* [Problem statement]: What lines in the following entries hold the word "False"? Copy each one.

* [Data to examine]:
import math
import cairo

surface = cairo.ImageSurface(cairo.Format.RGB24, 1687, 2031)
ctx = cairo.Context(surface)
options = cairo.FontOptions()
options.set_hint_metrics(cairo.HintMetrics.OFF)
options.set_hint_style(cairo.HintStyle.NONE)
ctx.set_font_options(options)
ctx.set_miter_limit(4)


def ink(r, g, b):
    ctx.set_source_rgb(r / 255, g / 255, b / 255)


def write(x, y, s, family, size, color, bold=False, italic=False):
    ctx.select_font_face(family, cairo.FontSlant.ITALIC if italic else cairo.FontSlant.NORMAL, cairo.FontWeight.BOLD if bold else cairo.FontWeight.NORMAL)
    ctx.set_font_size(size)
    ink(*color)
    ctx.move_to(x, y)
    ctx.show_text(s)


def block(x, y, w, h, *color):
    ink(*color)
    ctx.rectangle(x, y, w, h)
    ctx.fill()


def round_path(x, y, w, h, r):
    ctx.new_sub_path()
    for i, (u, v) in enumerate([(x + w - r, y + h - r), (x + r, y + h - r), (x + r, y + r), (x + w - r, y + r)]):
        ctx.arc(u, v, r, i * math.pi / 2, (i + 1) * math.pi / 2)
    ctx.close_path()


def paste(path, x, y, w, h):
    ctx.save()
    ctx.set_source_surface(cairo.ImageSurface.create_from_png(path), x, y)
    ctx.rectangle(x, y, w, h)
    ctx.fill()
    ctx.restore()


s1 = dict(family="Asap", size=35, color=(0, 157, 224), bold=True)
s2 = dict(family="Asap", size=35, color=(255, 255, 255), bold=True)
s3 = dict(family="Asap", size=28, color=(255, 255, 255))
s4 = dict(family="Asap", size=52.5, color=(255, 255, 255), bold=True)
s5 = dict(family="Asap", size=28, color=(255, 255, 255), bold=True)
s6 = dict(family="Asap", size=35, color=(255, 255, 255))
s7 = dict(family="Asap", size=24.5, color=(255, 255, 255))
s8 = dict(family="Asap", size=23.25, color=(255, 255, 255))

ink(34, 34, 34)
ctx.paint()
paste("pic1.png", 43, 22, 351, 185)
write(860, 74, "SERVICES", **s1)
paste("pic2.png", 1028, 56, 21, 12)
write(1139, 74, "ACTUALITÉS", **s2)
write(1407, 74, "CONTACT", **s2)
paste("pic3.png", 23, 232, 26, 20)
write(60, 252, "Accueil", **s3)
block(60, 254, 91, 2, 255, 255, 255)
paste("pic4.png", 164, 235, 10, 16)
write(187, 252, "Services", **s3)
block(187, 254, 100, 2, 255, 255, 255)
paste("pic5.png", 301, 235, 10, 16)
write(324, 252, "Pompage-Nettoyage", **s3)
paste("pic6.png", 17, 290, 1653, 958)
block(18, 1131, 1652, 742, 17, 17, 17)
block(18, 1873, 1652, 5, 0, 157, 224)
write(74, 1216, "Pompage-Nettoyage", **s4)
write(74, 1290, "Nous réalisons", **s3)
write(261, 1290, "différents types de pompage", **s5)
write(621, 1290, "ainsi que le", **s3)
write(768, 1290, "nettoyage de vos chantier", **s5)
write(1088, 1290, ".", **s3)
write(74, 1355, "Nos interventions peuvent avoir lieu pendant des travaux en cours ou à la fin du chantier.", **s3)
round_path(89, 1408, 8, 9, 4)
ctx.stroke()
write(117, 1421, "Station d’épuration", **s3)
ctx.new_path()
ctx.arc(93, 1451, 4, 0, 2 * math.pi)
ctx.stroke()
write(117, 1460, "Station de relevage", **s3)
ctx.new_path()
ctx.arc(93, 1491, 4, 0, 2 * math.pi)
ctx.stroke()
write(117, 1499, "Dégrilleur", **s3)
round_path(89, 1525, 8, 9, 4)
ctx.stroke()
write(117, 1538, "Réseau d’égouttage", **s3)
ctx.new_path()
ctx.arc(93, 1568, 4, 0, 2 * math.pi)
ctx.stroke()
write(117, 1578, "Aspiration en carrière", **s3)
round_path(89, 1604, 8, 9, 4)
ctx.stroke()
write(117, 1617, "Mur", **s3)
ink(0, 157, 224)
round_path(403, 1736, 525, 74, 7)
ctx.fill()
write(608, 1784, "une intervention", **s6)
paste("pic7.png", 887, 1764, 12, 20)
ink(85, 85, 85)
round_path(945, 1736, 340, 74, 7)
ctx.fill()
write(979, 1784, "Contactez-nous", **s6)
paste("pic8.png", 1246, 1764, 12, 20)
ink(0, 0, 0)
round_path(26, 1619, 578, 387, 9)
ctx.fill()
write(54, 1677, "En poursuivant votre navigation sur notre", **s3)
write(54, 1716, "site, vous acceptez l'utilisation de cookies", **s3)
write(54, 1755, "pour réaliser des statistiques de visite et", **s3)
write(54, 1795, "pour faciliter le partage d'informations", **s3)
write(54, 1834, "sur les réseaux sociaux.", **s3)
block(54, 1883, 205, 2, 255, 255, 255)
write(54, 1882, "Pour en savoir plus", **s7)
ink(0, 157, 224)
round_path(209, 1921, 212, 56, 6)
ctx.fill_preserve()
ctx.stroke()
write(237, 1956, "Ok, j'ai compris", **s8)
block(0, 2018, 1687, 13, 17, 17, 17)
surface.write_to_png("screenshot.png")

---

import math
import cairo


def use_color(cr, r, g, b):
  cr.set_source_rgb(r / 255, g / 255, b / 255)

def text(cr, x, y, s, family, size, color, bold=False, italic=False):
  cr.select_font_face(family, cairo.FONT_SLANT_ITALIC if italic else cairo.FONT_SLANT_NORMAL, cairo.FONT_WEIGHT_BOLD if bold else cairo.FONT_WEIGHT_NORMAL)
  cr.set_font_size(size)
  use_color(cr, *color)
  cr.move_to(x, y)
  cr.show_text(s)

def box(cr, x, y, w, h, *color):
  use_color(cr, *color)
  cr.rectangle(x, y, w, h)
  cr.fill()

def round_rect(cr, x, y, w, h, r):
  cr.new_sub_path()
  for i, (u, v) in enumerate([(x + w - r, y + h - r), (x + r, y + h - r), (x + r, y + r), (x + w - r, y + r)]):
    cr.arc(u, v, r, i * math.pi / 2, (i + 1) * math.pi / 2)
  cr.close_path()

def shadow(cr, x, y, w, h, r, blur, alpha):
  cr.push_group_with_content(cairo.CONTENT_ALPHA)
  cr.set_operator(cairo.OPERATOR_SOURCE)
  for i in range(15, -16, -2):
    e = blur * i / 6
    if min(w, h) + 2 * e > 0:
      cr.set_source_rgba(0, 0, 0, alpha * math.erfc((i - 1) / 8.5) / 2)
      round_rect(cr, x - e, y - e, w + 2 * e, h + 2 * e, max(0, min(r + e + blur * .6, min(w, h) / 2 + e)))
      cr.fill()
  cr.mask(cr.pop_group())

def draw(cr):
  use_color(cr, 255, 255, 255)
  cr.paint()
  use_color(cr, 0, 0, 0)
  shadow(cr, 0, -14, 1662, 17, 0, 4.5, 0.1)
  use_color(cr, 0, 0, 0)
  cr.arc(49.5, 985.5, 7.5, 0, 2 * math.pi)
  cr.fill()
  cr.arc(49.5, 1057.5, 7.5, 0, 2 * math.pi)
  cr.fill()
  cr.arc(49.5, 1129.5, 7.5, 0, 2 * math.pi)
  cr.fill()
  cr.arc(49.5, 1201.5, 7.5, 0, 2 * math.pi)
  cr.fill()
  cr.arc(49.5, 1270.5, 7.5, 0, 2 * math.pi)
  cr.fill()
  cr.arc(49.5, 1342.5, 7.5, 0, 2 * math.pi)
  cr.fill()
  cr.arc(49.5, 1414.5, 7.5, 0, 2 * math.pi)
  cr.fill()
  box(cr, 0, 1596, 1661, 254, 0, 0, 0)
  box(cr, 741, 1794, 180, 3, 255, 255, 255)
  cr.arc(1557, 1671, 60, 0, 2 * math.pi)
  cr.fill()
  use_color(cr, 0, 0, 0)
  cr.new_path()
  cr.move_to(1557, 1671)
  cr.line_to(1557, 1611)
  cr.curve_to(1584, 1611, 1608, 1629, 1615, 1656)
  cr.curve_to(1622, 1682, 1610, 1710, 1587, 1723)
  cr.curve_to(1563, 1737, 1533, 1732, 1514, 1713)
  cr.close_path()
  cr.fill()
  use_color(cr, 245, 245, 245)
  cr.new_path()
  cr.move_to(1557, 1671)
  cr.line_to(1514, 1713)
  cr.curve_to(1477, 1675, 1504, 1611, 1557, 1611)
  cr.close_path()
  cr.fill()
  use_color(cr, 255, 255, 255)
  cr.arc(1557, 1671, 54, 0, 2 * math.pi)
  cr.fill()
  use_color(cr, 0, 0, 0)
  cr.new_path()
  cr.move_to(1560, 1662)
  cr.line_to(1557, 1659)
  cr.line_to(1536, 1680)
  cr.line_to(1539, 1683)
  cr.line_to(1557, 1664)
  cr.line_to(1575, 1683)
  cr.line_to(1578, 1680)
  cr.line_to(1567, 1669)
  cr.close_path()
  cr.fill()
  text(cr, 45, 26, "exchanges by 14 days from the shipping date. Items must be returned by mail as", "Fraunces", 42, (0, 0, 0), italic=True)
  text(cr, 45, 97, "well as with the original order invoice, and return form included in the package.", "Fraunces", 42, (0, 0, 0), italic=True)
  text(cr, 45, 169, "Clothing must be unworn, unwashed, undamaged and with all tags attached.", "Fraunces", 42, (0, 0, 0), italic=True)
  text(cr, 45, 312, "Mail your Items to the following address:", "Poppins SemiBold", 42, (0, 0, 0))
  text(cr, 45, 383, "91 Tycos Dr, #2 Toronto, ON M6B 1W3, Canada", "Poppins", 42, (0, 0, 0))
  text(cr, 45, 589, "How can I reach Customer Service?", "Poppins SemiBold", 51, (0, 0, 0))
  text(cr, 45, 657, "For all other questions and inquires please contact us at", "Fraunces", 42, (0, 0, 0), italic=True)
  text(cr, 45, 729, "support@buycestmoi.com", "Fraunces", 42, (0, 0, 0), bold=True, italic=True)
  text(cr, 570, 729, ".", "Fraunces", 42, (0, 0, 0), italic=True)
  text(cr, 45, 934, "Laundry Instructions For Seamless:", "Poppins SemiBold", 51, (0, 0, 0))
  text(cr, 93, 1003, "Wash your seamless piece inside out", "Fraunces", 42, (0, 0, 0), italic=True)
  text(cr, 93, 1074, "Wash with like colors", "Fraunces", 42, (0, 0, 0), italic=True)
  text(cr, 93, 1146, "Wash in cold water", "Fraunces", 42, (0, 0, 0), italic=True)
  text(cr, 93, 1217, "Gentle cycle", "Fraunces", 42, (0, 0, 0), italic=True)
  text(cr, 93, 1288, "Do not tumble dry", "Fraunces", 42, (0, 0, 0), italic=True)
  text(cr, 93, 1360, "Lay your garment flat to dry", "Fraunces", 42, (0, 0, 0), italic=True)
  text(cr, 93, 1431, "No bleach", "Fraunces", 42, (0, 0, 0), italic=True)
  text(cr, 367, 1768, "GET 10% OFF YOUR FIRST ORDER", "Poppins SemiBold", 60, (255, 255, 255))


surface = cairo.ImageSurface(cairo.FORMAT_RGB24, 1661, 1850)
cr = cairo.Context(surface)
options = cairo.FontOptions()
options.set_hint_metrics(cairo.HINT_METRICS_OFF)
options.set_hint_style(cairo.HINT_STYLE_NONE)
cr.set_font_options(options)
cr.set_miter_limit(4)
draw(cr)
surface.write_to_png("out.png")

* [Answer to this task]:
def write(x, y, s, family, size, color, bold=False, italic=False):
def text(cr, x, y, s, family, size, color, bold=False, italic=False):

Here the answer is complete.